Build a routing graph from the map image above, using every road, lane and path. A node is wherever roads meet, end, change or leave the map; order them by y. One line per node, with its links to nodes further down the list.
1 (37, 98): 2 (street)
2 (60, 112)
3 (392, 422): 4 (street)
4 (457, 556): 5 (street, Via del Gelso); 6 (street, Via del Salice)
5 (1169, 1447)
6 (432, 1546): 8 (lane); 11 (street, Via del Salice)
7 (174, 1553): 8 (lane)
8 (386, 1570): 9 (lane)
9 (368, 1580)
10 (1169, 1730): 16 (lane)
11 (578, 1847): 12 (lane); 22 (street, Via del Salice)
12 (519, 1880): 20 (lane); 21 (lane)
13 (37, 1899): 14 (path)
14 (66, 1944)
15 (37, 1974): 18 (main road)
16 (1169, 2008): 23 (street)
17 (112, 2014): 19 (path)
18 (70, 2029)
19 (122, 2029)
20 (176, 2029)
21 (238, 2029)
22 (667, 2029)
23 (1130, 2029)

Your objective: The response should consist of the entries, retyped exactly and in full.

Result:
Build a routing graph from the map image above, using every road, lane and path. A node is wherever roads meet, end, change or leave the map; order them by y. One line per node, with its links to nodes further down the list.
1 (37, 98): 2 (street)
2 (60, 112)
3 (392, 422): 4 (street)
4 (457, 556): 5 (street, Via del Gelso); 6 (street, Via del Salice)
5 (1169, 1447)
6 (432, 1546): 8 (lane); 11 (street, Via del Salice)
7 (174, 1553): 8 (lane)
8 (386, 1570): 9 (lane)
9 (368, 1580)
10 (1169, 1730): 16 (lane)
11 (578, 1847): 12 (lane); 22 (street, Via del Salice)
12 (519, 1880): 20 (lane); 21 (lane)
13 (37, 1899): 14 (path)
14 (66, 1944)
15 (37, 1974): 18 (main road)
16 (1169, 2008): 23 (street)
17 (112, 2014): 19 (path)
18 (70, 2029)
19 (122, 2029)
20 (176, 2029)
21 (238, 2029)
22 (667, 2029)
23 (1130, 2029)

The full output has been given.